Having voted for Krasner twice, he said he isn’t an avid supporter but believes the impeachment proceedings are emblematic of a tendency to avoid the root issues of crime and violence.
Those issues include a lack of opportunity, years of disinvestment in education and recreation, being priced out of one’s neighborhood, and Philly’s “very, very deep racism problem,” Day said.
“If anybody’s really tapping into the inner city and the culture of the Black community right now, there are far greater influences that have direct correlation to why you are really engaging in violence and even pursuing violence.”

Pastor: People on the street ‘don’t even know’ who Krasner is
McCleary, of Mothers Bonded By Grief, thinks the choice to remove Krasner should be “left to the taxpayers” of Philadelphia. “Each department has to play their part, so I can’t say that he’s the primary cause [of violence],” she said of the district attorney.
She does find fault with Krasner when people recently out on bail or cleared of prior charges go on to harm others — like in the case of Jahmir Harris.
Harris was exonerated of a 2012 murder conviction after the DAO discovered prosecutorial misconduct in the trial, and was released after serving eight years in prison. Harris went on to murder a city resident in September.
Jane Roh, a DAO spokesperson, noted that due to instances of “police and prosecutor misconduct,” the “commonwealth conceded at the time his conviction was overturned and vacated that he [Harris] was likely innocent of the 2012 murder,” demonstrating the office’s emphasis on conviction integrity, a tenet of Krasner’s tenure.
McCleary meets with other bereaved moms on a weekly basis, and the DAO is a constant point of conversation — and frustration.

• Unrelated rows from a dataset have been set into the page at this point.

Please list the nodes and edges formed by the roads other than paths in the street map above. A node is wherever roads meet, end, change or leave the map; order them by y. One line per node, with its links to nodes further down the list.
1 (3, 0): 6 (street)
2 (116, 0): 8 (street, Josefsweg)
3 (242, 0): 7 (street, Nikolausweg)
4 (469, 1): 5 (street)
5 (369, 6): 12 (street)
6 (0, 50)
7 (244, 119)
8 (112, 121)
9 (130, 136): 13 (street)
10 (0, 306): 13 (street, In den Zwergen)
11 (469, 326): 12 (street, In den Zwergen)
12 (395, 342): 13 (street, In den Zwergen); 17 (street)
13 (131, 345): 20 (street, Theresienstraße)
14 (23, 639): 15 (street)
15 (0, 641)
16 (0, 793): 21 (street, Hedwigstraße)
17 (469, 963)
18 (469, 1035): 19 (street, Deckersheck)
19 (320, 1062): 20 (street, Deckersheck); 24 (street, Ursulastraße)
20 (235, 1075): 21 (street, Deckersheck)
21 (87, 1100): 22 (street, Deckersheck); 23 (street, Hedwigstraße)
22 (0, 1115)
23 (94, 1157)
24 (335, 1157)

“For instance, the [assistant district attorney] decides that they want to take a plea agreement. They’ll just tell the victim’s next of kin that’s what they’re doing. But you can’t object to say, ‘Well, no, I think you should just take this to trial, I’ll roll my dice that way.’”
Accepting plea deals is a daily practice in courts nationwide, and while victims are notified of a prosecutor’s intention to accept or deny an agreement they don’t have the power to compel a trial if that’s what they seek.
“The message that I receive from my parents a lot is that he’s [Krasner] not doing enough as far as listening to parents, when it comes to the prosecution of the defendants and their case,” said McCleary.
Based on relationships formed through his ministry and community engagement, Pastor Day believes many common narratives about crime in the city fall flat.
He finds it laughable to allege Krasner is the “proximate cause” of violence in the city, as the articles of impeachment state. “To say he’s the reason — as if we haven’t been losing over 300 people a year on average for the last three decades — I think that’s ridiculous,” Day said.
The leniency that Krasner supposedly represents isn’t even a factor on the street, in his experience.
As part of his “Beat the Block” program he works with 15 to 20 young Black men for four-month intervals, where he asks them about Krasner.
“They’ll tell you, I’ve asked three cohorts in the past year, ‘What’s the current district attorney’s name?’” Day said. “They don’t even know who Larry Krasner is, they really don’t. And that’s the truth.”